Albert Einstein’s final words were also about peace, and how to achieve it. Though sympathetic to Zionism, he stressed Judaism’s humanism, “the democratic ideal of social justice coupled with the ideal of mutual aid and tolerance among all men”. His last speech written and not delivered in 1955 due to his sudden death invoked humanity, truth and justice in the conflict between Israel and Egypt that he termed “an old-style struggle for power … presented to mankind in semireligious trappings”.
Prof Timothy Snyder, whose 2017 book On Tyranny listed 20 lessons from the 20th century, published a new book On Freedom last year. He says that “a big lie can bring down a whole country,” adding that “the 20th century should have been Germany’s century, but the Germans got caught in a story. The 21st century could be America’s, but the Americans…”voted for a big liar.“Believing a lie means serving a master, living or digital,” says Snyder. Freedom of expression means creating “circumstances in which facts ennoble the individual and challenge the powerful”. Reporters of truth are heroes to be defended, not just praised. Freedom of speech, according to Euripides, is a “fair-flowing fountain” defined by truth and risk.
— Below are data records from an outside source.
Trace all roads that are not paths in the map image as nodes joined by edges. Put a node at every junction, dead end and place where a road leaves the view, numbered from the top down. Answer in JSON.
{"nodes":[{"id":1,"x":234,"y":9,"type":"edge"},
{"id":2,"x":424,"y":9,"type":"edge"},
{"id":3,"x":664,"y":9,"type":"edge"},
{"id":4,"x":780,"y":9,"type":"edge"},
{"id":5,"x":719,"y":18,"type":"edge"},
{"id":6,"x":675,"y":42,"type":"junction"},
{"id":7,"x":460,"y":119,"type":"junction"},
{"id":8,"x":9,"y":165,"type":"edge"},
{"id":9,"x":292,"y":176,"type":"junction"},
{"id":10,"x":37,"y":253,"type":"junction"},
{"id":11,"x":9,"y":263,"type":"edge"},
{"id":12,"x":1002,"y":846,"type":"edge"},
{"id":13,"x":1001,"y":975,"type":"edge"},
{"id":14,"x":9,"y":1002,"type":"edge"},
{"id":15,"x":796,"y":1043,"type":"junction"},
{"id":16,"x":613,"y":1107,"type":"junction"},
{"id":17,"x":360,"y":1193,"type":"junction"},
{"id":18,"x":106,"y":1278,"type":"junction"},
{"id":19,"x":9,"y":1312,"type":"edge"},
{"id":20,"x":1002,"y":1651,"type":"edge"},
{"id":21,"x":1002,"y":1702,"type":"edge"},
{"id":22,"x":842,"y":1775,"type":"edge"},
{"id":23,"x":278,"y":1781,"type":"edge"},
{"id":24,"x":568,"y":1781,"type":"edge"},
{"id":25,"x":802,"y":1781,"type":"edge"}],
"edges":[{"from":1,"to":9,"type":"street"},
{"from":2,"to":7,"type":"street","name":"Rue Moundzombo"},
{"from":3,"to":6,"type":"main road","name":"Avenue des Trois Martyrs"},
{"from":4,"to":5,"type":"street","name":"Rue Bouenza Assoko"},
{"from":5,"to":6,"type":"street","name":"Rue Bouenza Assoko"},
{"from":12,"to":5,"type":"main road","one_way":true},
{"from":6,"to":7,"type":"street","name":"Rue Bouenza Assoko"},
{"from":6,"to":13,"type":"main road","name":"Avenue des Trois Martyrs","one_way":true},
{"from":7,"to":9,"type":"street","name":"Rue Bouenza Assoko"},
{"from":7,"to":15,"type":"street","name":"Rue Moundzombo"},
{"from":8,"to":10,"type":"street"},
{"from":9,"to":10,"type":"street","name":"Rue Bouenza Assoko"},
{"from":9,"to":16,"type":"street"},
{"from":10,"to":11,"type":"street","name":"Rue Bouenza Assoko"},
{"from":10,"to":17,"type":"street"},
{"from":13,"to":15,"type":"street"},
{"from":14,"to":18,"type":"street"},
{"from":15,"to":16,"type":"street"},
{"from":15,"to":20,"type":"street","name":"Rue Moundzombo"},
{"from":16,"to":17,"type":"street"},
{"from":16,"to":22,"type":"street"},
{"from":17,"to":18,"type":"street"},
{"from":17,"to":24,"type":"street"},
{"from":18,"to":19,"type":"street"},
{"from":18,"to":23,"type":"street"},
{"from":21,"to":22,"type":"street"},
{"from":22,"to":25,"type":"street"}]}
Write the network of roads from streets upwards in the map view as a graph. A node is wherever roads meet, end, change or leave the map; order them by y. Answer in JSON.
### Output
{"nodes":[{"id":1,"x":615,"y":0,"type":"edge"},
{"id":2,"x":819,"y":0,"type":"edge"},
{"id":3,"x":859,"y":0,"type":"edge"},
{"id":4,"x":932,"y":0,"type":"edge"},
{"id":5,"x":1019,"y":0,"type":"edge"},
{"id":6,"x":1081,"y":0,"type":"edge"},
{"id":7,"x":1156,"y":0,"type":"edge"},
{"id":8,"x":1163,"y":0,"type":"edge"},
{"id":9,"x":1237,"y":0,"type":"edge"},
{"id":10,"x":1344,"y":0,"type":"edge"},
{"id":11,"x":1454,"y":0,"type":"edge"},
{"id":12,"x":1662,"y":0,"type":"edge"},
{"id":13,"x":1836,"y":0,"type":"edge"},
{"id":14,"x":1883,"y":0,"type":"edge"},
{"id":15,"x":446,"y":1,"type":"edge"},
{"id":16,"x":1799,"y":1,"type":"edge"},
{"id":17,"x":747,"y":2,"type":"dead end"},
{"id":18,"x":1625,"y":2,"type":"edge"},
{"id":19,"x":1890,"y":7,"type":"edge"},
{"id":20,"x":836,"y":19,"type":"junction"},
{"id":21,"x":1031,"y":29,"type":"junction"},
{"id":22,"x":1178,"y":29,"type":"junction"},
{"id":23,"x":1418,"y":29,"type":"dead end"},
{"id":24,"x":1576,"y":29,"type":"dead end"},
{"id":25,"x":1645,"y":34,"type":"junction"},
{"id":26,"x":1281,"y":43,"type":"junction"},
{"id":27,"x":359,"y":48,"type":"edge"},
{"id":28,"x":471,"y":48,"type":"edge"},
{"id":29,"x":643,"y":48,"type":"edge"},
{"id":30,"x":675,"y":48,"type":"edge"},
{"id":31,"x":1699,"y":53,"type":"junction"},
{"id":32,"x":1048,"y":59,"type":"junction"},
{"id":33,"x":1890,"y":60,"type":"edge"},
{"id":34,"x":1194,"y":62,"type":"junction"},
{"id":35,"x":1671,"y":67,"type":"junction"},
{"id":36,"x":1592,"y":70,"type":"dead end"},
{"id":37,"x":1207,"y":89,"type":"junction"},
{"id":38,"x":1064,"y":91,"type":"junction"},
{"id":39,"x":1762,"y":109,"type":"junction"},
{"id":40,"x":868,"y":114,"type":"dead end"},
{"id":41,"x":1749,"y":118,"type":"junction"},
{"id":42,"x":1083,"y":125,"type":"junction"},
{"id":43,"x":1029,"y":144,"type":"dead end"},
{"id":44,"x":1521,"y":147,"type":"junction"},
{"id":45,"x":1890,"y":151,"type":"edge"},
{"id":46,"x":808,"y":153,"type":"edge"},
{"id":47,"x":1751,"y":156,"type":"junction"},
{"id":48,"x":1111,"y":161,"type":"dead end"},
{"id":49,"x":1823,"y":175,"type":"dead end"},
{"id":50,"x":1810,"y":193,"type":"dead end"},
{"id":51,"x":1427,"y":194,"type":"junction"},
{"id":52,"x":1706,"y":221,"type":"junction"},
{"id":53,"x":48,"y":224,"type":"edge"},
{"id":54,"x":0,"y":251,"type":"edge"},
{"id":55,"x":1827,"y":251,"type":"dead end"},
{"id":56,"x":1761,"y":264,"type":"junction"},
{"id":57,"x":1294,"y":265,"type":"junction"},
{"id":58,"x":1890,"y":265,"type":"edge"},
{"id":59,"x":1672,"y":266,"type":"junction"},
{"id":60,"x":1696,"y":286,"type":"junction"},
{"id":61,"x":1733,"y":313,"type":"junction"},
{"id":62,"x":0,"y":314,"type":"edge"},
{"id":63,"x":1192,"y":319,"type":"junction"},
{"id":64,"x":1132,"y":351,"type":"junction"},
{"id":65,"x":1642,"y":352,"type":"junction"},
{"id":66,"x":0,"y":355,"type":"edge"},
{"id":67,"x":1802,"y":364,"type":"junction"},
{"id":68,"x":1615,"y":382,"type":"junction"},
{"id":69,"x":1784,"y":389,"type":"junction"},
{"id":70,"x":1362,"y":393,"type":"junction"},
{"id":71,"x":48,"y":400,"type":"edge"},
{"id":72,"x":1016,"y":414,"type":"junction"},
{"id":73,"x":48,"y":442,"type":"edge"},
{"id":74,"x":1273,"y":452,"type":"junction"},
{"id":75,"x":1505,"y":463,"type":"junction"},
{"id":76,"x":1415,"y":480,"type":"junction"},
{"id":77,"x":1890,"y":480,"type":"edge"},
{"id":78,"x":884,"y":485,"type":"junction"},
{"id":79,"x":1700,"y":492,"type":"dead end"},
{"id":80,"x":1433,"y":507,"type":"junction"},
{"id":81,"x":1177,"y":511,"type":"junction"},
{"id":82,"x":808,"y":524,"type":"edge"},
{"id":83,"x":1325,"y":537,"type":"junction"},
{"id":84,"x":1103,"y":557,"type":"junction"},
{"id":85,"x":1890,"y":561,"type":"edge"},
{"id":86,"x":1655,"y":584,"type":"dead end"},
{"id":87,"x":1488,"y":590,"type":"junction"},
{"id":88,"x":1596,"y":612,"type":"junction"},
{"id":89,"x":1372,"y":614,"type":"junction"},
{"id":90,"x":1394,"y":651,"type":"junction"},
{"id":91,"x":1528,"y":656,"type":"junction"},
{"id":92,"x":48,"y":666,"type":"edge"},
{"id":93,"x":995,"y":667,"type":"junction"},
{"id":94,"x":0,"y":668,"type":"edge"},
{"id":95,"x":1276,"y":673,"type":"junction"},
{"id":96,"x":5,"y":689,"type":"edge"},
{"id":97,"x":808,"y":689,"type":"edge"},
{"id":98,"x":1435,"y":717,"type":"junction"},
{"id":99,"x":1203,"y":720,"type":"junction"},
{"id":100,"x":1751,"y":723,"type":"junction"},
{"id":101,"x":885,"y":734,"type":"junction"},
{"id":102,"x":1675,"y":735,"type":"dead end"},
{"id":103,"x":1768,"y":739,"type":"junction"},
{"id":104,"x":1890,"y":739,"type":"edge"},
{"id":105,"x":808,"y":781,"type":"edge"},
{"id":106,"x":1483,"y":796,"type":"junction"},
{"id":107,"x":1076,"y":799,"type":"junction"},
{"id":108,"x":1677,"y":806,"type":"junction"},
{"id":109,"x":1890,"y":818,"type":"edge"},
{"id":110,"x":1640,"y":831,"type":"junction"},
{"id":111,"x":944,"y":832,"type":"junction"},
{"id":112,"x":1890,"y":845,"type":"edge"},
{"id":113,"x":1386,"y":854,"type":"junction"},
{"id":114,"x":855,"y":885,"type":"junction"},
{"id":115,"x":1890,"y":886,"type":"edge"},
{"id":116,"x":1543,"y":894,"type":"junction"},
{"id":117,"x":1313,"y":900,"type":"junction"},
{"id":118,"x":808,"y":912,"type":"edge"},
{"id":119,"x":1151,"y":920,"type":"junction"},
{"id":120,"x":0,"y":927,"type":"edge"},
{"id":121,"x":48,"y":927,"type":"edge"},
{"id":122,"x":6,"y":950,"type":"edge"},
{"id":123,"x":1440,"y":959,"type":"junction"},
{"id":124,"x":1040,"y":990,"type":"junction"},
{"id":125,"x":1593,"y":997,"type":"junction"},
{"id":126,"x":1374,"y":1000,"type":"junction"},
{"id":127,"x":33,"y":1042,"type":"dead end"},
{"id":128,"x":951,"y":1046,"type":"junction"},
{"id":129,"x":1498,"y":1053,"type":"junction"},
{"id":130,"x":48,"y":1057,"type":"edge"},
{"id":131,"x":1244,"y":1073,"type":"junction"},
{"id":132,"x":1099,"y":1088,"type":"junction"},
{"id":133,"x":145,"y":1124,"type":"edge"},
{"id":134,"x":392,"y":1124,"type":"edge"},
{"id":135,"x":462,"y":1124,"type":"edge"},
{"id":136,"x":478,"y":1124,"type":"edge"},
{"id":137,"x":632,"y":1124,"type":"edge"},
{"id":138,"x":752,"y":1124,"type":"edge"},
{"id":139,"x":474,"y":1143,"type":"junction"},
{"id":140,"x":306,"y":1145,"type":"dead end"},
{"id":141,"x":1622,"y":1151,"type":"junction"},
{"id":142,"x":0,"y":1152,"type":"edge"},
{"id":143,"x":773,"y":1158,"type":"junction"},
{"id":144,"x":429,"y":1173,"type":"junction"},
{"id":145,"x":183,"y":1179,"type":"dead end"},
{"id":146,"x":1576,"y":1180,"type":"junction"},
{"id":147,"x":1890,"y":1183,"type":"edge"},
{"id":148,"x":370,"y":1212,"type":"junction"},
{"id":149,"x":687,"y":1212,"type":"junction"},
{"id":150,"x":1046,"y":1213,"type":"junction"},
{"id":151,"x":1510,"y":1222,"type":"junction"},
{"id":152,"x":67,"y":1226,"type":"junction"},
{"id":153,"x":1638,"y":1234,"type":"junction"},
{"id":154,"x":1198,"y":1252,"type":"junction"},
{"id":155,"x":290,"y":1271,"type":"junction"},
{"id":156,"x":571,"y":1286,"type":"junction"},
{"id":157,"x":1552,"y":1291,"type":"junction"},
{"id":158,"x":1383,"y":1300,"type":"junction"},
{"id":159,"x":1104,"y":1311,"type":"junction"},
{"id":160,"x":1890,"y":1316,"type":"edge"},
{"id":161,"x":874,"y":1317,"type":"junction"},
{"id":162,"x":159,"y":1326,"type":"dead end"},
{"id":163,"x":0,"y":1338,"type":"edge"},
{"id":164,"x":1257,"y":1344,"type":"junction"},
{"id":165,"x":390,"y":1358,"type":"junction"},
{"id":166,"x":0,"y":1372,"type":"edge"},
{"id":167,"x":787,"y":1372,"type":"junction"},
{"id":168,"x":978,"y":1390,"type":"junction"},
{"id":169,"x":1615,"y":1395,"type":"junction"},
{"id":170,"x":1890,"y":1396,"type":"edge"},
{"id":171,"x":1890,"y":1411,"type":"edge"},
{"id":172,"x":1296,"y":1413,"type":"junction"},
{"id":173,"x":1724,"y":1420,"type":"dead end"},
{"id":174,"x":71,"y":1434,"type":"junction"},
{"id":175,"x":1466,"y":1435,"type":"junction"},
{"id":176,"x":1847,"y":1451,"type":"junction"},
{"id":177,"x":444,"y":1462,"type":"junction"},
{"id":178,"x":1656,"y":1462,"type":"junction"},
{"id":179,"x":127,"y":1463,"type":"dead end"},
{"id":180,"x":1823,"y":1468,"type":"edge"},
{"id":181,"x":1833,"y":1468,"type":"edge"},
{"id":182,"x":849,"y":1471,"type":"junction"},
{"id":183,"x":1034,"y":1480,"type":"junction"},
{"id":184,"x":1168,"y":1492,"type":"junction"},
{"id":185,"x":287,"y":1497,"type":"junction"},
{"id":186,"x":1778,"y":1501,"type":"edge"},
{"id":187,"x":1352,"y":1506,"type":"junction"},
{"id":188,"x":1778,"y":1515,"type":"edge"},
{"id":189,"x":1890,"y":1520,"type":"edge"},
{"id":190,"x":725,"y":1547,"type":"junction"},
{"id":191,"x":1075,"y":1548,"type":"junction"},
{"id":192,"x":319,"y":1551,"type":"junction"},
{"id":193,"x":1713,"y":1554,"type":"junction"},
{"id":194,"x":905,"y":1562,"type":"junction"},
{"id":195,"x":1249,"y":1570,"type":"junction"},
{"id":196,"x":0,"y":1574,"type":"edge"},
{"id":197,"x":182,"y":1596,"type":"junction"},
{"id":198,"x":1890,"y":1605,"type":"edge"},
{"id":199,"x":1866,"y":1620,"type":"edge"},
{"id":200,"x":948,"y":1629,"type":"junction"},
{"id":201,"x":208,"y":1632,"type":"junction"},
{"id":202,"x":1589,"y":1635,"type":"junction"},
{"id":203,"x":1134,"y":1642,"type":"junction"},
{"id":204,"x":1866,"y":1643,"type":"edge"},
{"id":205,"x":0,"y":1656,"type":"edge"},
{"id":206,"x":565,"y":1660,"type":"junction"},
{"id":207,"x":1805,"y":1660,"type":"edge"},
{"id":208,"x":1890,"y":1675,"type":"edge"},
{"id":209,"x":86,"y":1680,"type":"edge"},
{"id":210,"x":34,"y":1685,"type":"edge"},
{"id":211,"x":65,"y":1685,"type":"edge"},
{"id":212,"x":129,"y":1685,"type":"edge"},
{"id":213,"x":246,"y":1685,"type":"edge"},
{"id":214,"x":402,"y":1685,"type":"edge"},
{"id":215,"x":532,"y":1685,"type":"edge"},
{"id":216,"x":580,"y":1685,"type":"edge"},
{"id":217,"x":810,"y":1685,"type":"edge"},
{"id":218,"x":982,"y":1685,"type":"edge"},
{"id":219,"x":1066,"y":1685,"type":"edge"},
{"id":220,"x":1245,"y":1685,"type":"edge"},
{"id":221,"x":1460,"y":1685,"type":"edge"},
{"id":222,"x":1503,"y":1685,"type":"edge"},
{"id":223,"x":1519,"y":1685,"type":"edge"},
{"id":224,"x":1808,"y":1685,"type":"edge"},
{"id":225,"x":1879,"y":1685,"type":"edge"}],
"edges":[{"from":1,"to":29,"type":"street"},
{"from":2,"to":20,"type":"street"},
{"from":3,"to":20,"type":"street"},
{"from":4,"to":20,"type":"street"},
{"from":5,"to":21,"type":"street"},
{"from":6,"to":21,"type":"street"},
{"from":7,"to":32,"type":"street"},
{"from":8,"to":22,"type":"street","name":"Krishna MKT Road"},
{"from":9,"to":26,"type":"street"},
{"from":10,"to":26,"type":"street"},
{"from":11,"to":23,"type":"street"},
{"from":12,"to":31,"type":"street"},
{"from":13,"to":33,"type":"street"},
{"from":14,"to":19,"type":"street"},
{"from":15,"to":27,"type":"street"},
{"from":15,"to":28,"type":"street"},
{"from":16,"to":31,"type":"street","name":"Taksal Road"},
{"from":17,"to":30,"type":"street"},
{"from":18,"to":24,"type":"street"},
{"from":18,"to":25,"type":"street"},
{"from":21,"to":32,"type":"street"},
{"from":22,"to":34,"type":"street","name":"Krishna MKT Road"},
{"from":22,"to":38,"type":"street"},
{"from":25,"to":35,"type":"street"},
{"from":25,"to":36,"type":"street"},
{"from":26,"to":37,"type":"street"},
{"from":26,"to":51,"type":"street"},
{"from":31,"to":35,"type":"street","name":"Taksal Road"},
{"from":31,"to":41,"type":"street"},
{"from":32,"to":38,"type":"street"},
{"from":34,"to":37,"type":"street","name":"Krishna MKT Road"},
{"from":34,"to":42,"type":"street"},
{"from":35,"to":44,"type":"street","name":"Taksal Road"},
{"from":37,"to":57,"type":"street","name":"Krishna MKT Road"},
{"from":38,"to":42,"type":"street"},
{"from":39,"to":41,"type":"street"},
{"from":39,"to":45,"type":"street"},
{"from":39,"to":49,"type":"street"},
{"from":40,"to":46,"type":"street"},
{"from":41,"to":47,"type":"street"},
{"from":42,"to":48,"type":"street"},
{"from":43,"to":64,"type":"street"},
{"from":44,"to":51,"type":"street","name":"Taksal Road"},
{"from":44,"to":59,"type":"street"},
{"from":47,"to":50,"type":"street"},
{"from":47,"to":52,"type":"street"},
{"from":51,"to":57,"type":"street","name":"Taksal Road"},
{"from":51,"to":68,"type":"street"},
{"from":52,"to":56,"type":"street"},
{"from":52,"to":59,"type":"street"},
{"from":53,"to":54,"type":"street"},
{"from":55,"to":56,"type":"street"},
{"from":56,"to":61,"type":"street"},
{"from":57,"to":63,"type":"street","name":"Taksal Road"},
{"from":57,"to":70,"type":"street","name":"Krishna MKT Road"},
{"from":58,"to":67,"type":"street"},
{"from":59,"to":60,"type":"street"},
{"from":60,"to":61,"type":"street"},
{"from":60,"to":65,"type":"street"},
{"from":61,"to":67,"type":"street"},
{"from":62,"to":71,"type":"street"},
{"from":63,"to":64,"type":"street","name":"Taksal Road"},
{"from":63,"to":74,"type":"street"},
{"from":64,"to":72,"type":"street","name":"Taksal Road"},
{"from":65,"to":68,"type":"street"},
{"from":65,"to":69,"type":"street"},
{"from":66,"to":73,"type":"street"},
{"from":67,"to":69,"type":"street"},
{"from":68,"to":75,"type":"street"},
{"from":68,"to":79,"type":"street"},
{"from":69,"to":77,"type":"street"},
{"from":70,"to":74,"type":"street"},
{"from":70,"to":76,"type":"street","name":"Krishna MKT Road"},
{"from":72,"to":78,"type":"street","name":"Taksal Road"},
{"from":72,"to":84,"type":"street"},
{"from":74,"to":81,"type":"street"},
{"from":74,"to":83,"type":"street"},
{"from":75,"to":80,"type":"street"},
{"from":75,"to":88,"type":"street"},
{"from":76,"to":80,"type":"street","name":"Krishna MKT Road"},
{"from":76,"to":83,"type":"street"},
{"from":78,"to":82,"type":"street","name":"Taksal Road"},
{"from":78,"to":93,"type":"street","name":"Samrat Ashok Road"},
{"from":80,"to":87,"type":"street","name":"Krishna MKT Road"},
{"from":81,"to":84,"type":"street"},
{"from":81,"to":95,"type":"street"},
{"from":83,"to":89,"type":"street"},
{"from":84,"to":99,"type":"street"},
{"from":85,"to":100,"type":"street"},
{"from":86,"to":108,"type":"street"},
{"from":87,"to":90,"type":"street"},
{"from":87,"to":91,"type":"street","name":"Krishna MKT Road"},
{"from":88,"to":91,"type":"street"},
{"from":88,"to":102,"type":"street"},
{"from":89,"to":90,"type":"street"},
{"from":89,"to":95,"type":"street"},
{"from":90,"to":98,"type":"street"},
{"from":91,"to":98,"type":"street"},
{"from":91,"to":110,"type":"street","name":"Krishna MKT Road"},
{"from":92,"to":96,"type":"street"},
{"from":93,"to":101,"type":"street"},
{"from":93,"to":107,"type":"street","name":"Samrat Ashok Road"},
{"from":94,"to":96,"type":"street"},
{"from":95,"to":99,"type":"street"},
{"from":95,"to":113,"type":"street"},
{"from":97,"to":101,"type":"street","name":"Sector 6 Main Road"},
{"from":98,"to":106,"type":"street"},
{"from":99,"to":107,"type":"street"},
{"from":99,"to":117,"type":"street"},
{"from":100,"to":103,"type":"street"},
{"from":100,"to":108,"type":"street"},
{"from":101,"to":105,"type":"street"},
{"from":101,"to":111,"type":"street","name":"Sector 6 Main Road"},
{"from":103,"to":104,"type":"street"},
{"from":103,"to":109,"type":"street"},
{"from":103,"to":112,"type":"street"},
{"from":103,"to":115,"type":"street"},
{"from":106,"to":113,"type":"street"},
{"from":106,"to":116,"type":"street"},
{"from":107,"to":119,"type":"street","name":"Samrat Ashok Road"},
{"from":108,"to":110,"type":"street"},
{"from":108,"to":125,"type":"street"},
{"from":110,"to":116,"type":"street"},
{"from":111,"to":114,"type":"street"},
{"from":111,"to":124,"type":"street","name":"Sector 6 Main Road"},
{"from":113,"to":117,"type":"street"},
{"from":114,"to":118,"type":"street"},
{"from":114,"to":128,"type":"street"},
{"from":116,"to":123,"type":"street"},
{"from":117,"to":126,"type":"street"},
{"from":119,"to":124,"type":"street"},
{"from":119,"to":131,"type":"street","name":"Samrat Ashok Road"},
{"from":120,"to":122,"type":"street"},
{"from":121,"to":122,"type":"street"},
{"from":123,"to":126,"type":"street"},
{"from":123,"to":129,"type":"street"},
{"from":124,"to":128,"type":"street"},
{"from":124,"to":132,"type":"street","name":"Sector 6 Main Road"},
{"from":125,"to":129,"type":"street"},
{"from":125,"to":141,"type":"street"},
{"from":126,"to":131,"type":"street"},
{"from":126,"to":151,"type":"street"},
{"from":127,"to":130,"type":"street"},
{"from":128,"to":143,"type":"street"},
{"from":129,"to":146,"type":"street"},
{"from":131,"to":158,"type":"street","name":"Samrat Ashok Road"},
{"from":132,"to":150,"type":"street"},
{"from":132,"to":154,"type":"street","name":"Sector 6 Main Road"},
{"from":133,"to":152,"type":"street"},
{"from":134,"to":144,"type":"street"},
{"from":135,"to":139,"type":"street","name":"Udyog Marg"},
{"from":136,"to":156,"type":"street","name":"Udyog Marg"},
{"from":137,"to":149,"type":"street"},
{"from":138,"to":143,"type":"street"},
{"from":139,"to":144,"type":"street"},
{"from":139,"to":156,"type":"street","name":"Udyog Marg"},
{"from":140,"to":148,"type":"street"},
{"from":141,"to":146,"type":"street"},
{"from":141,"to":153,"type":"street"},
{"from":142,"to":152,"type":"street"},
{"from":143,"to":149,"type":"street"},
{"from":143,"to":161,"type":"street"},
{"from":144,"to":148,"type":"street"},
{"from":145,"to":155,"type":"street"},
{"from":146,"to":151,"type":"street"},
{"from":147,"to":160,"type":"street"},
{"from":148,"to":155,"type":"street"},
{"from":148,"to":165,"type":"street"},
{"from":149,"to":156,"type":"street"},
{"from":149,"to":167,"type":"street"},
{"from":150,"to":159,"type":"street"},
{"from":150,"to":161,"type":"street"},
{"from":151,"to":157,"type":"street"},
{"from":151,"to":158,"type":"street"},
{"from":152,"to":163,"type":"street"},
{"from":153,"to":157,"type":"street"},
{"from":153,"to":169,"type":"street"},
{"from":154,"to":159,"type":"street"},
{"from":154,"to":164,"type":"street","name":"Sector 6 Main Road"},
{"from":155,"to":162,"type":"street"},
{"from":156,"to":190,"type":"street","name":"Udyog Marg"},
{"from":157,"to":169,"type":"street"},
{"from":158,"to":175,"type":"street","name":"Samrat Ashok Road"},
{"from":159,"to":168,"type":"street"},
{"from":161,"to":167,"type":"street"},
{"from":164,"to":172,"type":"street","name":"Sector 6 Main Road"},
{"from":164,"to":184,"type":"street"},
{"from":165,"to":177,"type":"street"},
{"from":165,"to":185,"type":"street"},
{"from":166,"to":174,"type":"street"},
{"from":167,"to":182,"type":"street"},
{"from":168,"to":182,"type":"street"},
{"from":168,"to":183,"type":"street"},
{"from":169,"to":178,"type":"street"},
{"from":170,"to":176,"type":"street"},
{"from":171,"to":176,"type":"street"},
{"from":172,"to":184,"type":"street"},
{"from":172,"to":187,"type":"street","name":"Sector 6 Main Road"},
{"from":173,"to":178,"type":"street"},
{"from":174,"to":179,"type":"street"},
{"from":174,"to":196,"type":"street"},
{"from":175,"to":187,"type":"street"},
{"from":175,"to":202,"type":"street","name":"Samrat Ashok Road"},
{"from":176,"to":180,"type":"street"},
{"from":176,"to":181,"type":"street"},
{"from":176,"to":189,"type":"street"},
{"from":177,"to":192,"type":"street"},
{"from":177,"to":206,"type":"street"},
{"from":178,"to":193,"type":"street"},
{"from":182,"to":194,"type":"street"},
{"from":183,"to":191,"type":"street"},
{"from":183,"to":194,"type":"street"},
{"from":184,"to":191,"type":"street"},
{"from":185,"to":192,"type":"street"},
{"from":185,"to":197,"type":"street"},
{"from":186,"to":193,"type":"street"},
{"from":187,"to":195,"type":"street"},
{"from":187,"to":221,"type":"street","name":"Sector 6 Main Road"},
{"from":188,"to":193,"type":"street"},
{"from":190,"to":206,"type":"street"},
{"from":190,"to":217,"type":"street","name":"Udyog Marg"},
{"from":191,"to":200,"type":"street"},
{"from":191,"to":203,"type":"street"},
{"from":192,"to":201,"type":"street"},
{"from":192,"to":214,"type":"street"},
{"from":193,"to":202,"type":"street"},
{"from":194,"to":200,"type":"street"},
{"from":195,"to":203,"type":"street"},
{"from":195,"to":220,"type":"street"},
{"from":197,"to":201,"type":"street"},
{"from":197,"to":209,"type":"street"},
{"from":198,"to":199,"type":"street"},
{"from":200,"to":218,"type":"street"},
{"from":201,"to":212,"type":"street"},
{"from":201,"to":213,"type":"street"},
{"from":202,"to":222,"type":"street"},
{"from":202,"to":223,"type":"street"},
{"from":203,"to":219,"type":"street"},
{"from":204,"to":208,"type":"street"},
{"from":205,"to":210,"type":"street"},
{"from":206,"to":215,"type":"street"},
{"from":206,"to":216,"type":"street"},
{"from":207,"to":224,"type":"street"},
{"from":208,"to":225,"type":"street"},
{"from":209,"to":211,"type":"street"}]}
Tyranny is born of lies.
In Pakistan, we see a pattern of increasing restrictions on freedom of expression, association and assembly. A critical social media post resulted in a harsh sentence and conviction under the Prevention of Electronic Crimes Act of a lawyer couple — Imaan Mazari-Hazir and Hadi Ali Chattha — in Islamabad. Seventeen years of rigorous imprisonment with a fine of Rs36 million is preposterous and sheer vendetta. Usama Khilji, writing in this paper, rightly pointed out that “the lack of proportionality is jarring … and the overstepping of legality clear”. What was the couple’s crime? Raising a voice for missing people and campaigning against the reprehensible practice of enforced disappearances. The message is clear: no one should question the state’s counterterrorism policies and enforced disappearances, or the violation of due process and fundamental human rights.
UN special rapporteurs were alarmed by the severity of the conviction “for simply exercising rights guaranteed by international human rights law”. They rightly observed that “the exercise of this right should never be conflated with criminal conduct, especially not terrorism”. This drastic action has had a “chilling effect on civil society” as rightly reported by this paper; the allegedly 10 criminal complaints since 2022 against the couple smack of venom by the deep state. The FIA and National Cyber Crime Investigation Agency, unfortunately, appear to be acting as tools of repression. Antiterrorism courts have been compared to kangaroo courts, violating the Supreme Court’s verdict in 2019 on the misuse of the Anti-Terrorism Act, 1997, and invoking this draconian law against political opponents and civil society activists.
Corruption has seeped into the body politic. According to the recent Ipsos-FPCCI Index of Transparency and Accountability, a widening gap exists between public perception and the reality of corruption in Pakistan. Bribery, nepotism and enriching oneself through illegal ways are widespread. There is a trust deficit between the citizens and “public institutions burdened by a reputational loss”. The state has failed to provide adequate security, justice, dignity and economic opportunities for its citizens. Ibn Khaldun said that taxes depended on prosperity; prosperity, which depended on good governance; and good governance depended on a just sovereign.
The writer is a former police officer.